12. They have felt compelled to benchmark against international practices to redeem the trust of an increasingly sceptical society that seems resigned to mediocre public services. Best practices have the advantage of having proven their merit.
13. If they had worked before or elsewhere, they should do so again. As such, they serve to legitimise a public reform initiative, especially where they have been adapted to fit into the culture, circumstance and pressures of a particular public service environment.
14. Best practices of role-model First World countries have informed the nature and content of our government reforms. Privatisation and corporatisation initiatives have been informed by best practices in Britain.
15. Britain, the United States, Australia and New Zealand practices have inspired government performance management reform. We owe Japan for our quality control circles, quality management, productivity improvement and performance-related salary.
16. To Korea, we owe a debt for our land administration reforms. While the first approach to reform is to attack inefficiency government-wide through the adaptation of international best practices, the second tack to government reform is to focus resources to tackle particular problems of service delivery.
17. This problem-solving approach acknowledges that service-wide reforms have their strengths in bringing about overall improvements in services.
18. However, rather than spreading resources thinly across the service to pursue service-wide reform, quicker results could be obtained by focusing on improving areas of service delivery that have become pain points for the public.
19. Action plans are drawn and resources are allocated to achieve the desired outcomes.
20. Implementation plans with KPIs and specific performance targets enable effective evaluation and feedback and further improvements to the reform effort.
21. The Performance Management and Delivery Unit of the British public service and a similar unit (Pemandu) established by Prime Minister YAB Dato' Sri Najib Tun Razak to pursue the government and economic transformation programmes are instances of reforms with specific problems to address.
22. So too are the efforts of Pemudah (Business Facilitation Committee) that seeks to eliminate red tape in government.

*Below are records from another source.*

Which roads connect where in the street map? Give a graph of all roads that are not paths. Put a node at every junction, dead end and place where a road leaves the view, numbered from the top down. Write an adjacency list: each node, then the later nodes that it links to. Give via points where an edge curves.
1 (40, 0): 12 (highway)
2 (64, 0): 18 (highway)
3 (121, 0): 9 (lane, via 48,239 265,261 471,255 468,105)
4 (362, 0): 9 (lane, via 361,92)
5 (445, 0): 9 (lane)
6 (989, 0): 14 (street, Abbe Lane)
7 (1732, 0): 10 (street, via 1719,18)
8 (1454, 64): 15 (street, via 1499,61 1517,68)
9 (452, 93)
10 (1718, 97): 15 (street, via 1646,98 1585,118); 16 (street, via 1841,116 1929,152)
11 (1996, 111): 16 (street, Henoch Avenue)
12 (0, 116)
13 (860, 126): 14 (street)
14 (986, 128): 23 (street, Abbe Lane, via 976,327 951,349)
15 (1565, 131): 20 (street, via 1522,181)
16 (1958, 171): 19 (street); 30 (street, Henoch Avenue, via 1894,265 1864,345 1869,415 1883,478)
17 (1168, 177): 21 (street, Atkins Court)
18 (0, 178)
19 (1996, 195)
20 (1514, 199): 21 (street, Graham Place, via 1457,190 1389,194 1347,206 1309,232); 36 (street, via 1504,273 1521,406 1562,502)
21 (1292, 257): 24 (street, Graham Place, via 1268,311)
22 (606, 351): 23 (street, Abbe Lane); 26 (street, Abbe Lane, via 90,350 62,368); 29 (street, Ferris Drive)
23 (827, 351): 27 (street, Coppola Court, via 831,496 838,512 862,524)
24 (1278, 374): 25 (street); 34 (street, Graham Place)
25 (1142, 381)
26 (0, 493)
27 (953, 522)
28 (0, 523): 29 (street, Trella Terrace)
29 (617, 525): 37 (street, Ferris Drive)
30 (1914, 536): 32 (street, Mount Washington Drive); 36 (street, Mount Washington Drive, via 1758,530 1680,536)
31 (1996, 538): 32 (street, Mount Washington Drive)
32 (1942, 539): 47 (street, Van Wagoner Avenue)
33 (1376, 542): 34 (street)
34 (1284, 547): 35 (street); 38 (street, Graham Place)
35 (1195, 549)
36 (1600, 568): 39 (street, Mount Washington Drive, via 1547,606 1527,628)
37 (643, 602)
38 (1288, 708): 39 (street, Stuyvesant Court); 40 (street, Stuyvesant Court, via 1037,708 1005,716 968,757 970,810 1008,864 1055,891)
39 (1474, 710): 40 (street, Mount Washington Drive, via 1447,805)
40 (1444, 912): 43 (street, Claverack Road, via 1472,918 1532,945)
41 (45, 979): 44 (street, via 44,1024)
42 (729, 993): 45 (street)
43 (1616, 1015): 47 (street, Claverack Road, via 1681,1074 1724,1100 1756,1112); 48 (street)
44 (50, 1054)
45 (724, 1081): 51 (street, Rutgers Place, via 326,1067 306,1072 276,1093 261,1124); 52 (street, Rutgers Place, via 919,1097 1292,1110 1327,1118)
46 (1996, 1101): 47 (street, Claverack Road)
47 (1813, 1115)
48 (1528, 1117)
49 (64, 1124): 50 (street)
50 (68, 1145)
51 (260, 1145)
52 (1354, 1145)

23. In addressing the specific concerns of the public, these problem-solving reforms have specifically courted greater citizen and business participation in the reform agenda.

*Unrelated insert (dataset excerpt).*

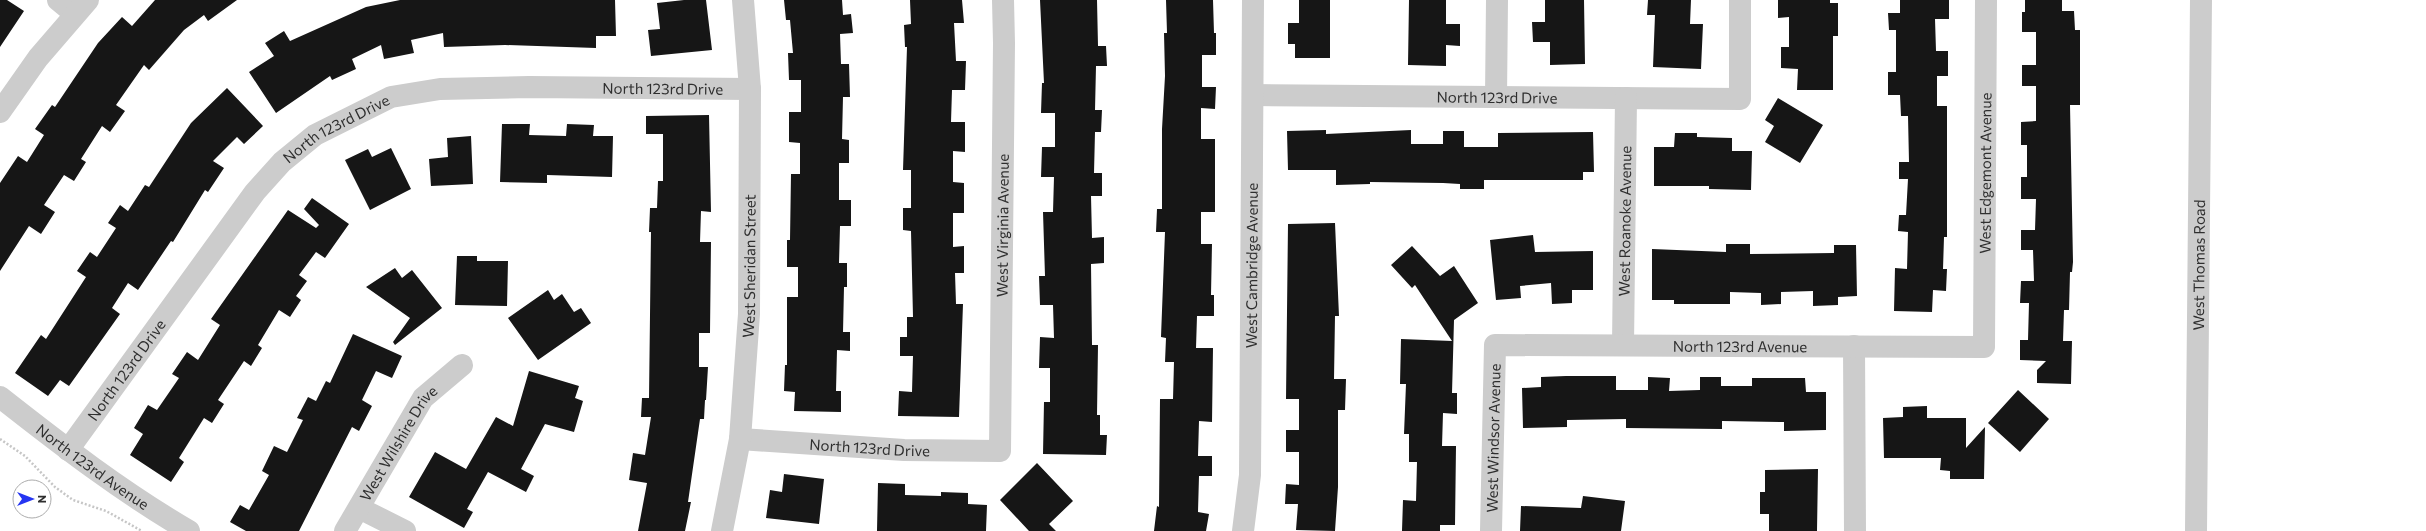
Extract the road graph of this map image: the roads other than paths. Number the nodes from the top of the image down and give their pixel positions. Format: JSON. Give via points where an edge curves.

24. Problem-solving laboratories of the government transformation programme have roped in relevant departments to the reform effort.
25. Regardless of its approach, there are four lessons to be learnt from the Malaysian experience in government reform. First, government reform is not an option.
26. In this world of increasing consumerism, reform is a necessity to ensure citizen happiness by meeting their needs adequately. And in meeting the needs of business, the Government can ensure global competitiveness and national prosperity.
27. Second, the pressure for reform must be constant and unrelenting. Buffeting the public service with one reform after another in a peristaltic fashion, past reforms have kept the reform agenda alive.
28. That impact must be attributed not only to the scale of the reform but also to the amount of resources put into it. The impact of the reforms must also be ascribed to the persistence and tenacity of the public service to stick with the reforms.
29. Third, it is crucial to pinpoint the areas of reform that will have the highest impact upon service delivery. In this exercise, the public will have to be brought on board.
30. They should have a voice in determining the problem, suggesting policy alternatives and judging reform success. Such consultation will provide context to the reform effort and fortify public trust in the Government.
31. The latter will serve as a psychological boost to further accelerate the reform agenda. Fourth, to ensure that the reform gains traction across the public service, there must be service-wide consultation on the reform effort.
32. That will ensure that the reform is rowed along its course by the combined strength of all parties concerned.